(Collected data entries)
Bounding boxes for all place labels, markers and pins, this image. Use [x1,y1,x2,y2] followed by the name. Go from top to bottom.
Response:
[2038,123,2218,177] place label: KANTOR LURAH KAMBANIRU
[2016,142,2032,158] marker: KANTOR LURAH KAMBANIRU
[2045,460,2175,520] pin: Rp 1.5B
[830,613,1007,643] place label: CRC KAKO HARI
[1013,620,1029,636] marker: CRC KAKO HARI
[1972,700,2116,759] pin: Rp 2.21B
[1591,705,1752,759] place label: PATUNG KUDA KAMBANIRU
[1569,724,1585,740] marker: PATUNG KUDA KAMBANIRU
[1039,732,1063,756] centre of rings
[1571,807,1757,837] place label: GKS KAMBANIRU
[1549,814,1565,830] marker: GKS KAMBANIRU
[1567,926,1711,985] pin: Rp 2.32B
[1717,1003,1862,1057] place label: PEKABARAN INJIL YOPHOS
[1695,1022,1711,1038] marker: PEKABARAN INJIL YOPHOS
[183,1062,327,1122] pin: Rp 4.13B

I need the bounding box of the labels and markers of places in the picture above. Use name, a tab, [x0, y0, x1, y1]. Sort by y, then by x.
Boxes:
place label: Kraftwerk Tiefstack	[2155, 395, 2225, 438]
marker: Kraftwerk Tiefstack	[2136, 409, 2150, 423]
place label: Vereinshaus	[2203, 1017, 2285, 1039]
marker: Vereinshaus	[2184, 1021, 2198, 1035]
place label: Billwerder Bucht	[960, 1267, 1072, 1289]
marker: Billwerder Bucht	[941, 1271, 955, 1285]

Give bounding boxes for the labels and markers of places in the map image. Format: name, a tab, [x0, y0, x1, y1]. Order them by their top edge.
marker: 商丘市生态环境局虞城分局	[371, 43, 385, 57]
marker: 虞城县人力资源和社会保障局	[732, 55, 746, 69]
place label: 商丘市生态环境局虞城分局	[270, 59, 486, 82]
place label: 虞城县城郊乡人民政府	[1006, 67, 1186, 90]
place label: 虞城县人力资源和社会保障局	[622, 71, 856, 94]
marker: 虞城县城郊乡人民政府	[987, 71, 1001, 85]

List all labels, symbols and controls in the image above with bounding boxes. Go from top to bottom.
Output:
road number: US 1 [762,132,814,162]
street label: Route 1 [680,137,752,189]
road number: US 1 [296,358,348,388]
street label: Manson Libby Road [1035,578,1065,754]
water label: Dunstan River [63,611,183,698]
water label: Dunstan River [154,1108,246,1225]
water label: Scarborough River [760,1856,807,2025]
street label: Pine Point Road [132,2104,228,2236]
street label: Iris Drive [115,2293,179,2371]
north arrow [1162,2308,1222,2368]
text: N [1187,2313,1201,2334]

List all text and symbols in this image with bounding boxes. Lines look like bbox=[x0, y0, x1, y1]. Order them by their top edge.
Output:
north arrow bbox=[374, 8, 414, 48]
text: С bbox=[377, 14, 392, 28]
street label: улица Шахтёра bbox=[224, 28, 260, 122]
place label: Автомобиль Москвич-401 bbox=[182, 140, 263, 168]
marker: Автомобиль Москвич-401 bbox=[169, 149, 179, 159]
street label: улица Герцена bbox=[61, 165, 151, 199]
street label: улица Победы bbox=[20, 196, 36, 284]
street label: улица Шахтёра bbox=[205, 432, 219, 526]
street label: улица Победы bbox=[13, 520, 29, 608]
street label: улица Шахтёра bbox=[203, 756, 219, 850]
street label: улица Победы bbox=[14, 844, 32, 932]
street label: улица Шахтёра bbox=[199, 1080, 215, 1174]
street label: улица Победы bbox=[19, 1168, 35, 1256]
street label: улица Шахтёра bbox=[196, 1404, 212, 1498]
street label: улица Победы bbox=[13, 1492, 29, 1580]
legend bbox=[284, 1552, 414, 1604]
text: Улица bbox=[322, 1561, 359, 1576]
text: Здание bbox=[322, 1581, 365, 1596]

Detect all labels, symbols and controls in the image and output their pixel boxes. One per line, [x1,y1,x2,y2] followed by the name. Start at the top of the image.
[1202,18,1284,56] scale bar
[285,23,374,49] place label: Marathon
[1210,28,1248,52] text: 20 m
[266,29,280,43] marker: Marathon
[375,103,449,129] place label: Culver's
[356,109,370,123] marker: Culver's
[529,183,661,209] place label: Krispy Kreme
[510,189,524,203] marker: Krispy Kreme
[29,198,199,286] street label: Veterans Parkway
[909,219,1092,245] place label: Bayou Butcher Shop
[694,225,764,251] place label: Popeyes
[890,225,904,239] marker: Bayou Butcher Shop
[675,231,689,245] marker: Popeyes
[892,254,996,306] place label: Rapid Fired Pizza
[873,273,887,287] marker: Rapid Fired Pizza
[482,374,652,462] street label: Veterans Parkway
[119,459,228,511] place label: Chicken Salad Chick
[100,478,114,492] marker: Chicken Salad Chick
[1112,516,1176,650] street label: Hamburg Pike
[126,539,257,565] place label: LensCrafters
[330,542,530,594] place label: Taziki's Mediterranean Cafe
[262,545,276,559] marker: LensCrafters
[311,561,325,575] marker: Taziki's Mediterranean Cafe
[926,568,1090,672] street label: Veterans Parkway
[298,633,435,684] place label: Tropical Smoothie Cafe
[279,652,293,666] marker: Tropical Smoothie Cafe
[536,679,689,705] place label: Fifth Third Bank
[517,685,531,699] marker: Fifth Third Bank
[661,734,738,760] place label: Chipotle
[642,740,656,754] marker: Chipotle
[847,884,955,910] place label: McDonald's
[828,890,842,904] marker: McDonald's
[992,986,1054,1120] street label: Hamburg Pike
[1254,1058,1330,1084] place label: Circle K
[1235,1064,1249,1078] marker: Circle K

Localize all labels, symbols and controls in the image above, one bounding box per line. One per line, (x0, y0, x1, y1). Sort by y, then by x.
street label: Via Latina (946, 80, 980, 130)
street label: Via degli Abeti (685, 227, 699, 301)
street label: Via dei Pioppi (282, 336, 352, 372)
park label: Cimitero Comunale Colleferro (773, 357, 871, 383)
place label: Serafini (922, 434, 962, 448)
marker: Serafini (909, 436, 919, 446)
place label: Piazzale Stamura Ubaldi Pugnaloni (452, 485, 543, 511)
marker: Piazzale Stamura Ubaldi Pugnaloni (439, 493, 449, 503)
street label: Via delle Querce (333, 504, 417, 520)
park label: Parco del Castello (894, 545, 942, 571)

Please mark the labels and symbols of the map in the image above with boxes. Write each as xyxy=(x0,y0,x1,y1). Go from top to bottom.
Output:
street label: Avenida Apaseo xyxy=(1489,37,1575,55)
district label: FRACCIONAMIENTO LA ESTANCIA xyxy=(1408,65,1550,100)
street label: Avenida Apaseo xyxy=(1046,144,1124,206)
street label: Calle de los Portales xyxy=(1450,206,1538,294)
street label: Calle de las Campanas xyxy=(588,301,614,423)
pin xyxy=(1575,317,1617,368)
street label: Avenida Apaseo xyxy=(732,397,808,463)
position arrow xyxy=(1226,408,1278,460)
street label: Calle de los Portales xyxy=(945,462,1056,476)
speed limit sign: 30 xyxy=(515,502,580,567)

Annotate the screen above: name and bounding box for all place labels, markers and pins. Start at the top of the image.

**YOUR TASK:** Print the data above again, with nothing altered and nothing left out.

**ANSWER AREA:**
Bounding boxes for all place labels, markers and pins, this image. Use [x1,y1,x2,y2] followed by the name. Go from top to bottom.
Response:
[2038,123,2218,177] place label: KANTOR LURAH KAMBANIRU
[2016,142,2032,158] marker: KANTOR LURAH KAMBANIRU
[2045,460,2175,520] pin: Rp 1.5B
[830,613,1007,643] place label: CRC KAKO HARI
[1013,620,1029,636] marker: CRC KAKO HARI
[1972,700,2116,759] pin: Rp 2.21B
[1591,705,1752,759] place label: PATUNG KUDA KAMBANIRU
[1569,724,1585,740] marker: PATUNG KUDA KAMBANIRU
[1039,732,1063,756] centre of rings
[1571,807,1757,837] place label: GKS KAMBANIRU
[1549,814,1565,830] marker: GKS KAMBANIRU
[1567,926,1711,985] pin: Rp 2.32B
[1717,1003,1862,1057] place label: PEKABARAN INJIL YOPHOS
[1695,1022,1711,1038] marker: PEKABARAN INJIL YOPHOS
[183,1062,327,1122] pin: Rp 4.13B

I need the bounding box of the labels and markers of places in the picture above. Use name, a tab, [x0, y0, x1, y1]. Sort by y, then by x.
Boxes:
place label: Kraftwerk Tiefstack	[2155, 395, 2225, 438]
marker: Kraftwerk Tiefstack	[2136, 409, 2150, 423]
place label: Vereinshaus	[2203, 1017, 2285, 1039]
marker: Vereinshaus	[2184, 1021, 2198, 1035]
place label: Billwerder Bucht	[960, 1267, 1072, 1289]
marker: Billwerder Bucht	[941, 1271, 955, 1285]

Give bounding boxes for the labels and markers of places in the map image. Format: name, a tab, [x0, y0, x1, y1]. Order them by their top edge.
marker: 商丘市生态环境局虞城分局	[371, 43, 385, 57]
marker: 虞城县人力资源和社会保障局	[732, 55, 746, 69]
place label: 商丘市生态环境局虞城分局	[270, 59, 486, 82]
place label: 虞城县城郊乡人民政府	[1006, 67, 1186, 90]
place label: 虞城县人力资源和社会保障局	[622, 71, 856, 94]
marker: 虞城县城郊乡人民政府	[987, 71, 1001, 85]

List all labels, symbols and controls in the image above with bounding boxes. Go from top to bottom.
Output:
road number: US 1 [762,132,814,162]
street label: Route 1 [680,137,752,189]
road number: US 1 [296,358,348,388]
street label: Manson Libby Road [1035,578,1065,754]
water label: Dunstan River [63,611,183,698]
water label: Dunstan River [154,1108,246,1225]
water label: Scarborough River [760,1856,807,2025]
street label: Pine Point Road [132,2104,228,2236]
street label: Iris Drive [115,2293,179,2371]
north arrow [1162,2308,1222,2368]
text: N [1187,2313,1201,2334]

List all text and symbols in this image with bounding boxes. Lines look like bbox=[x0, y0, x1, y1]. Order them by their top edge.
Output:
north arrow bbox=[374, 8, 414, 48]
text: С bbox=[377, 14, 392, 28]
street label: улица Шахтёра bbox=[224, 28, 260, 122]
place label: Автомобиль Москвич-401 bbox=[182, 140, 263, 168]
marker: Автомобиль Москвич-401 bbox=[169, 149, 179, 159]
street label: улица Герцена bbox=[61, 165, 151, 199]
street label: улица Победы bbox=[20, 196, 36, 284]
street label: улица Шахтёра bbox=[205, 432, 219, 526]
street label: улица Победы bbox=[13, 520, 29, 608]
street label: улица Шахтёра bbox=[203, 756, 219, 850]
street label: улица Победы bbox=[14, 844, 32, 932]
street label: улица Шахтёра bbox=[199, 1080, 215, 1174]
street label: улица Победы bbox=[19, 1168, 35, 1256]
street label: улица Шахтёра bbox=[196, 1404, 212, 1498]
street label: улица Победы bbox=[13, 1492, 29, 1580]
legend bbox=[284, 1552, 414, 1604]
text: Улица bbox=[322, 1561, 359, 1576]
text: Здание bbox=[322, 1581, 365, 1596]

Detect all labels, symbols and controls in the image and output their pixel boxes. One per line, [x1,y1,x2,y2] followed by the name. Start at the top of the image.
[1202,18,1284,56] scale bar
[285,23,374,49] place label: Marathon
[1210,28,1248,52] text: 20 m
[266,29,280,43] marker: Marathon
[375,103,449,129] place label: Culver's
[356,109,370,123] marker: Culver's
[529,183,661,209] place label: Krispy Kreme
[510,189,524,203] marker: Krispy Kreme
[29,198,199,286] street label: Veterans Parkway
[909,219,1092,245] place label: Bayou Butcher Shop
[694,225,764,251] place label: Popeyes
[890,225,904,239] marker: Bayou Butcher Shop
[675,231,689,245] marker: Popeyes
[892,254,996,306] place label: Rapid Fired Pizza
[873,273,887,287] marker: Rapid Fired Pizza
[482,374,652,462] street label: Veterans Parkway
[119,459,228,511] place label: Chicken Salad Chick
[100,478,114,492] marker: Chicken Salad Chick
[1112,516,1176,650] street label: Hamburg Pike
[126,539,257,565] place label: LensCrafters
[330,542,530,594] place label: Taziki's Mediterranean Cafe
[262,545,276,559] marker: LensCrafters
[311,561,325,575] marker: Taziki's Mediterranean Cafe
[926,568,1090,672] street label: Veterans Parkway
[298,633,435,684] place label: Tropical Smoothie Cafe
[279,652,293,666] marker: Tropical Smoothie Cafe
[536,679,689,705] place label: Fifth Third Bank
[517,685,531,699] marker: Fifth Third Bank
[661,734,738,760] place label: Chipotle
[642,740,656,754] marker: Chipotle
[847,884,955,910] place label: McDonald's
[828,890,842,904] marker: McDonald's
[992,986,1054,1120] street label: Hamburg Pike
[1254,1058,1330,1084] place label: Circle K
[1235,1064,1249,1078] marker: Circle K

Localize all labels, symbols and controls in the image above, one bounding box per line. One per line, (x0, y0, x1, y1). Sort by y, then by x.
street label: Via Latina (946, 80, 980, 130)
street label: Via degli Abeti (685, 227, 699, 301)
street label: Via dei Pioppi (282, 336, 352, 372)
park label: Cimitero Comunale Colleferro (773, 357, 871, 383)
place label: Serafini (922, 434, 962, 448)
marker: Serafini (909, 436, 919, 446)
place label: Piazzale Stamura Ubaldi Pugnaloni (452, 485, 543, 511)
marker: Piazzale Stamura Ubaldi Pugnaloni (439, 493, 449, 503)
street label: Via delle Querce (333, 504, 417, 520)
park label: Parco del Castello (894, 545, 942, 571)

Please mark the labels and symbols of the map in the image above with boxes. Write each as xyxy=(x0,y0,x1,y1). Go from top to bottom.
Output:
street label: Avenida Apaseo xyxy=(1489,37,1575,55)
district label: FRACCIONAMIENTO LA ESTANCIA xyxy=(1408,65,1550,100)
street label: Avenida Apaseo xyxy=(1046,144,1124,206)
street label: Calle de los Portales xyxy=(1450,206,1538,294)
street label: Calle de las Campanas xyxy=(588,301,614,423)
pin xyxy=(1575,317,1617,368)
street label: Avenida Apaseo xyxy=(732,397,808,463)
position arrow xyxy=(1226,408,1278,460)
street label: Calle de los Portales xyxy=(945,462,1056,476)
speed limit sign: 30 xyxy=(515,502,580,567)

Annotate the screen above: name and bounding box for all place labels, markers and pins. Start at the top of the image.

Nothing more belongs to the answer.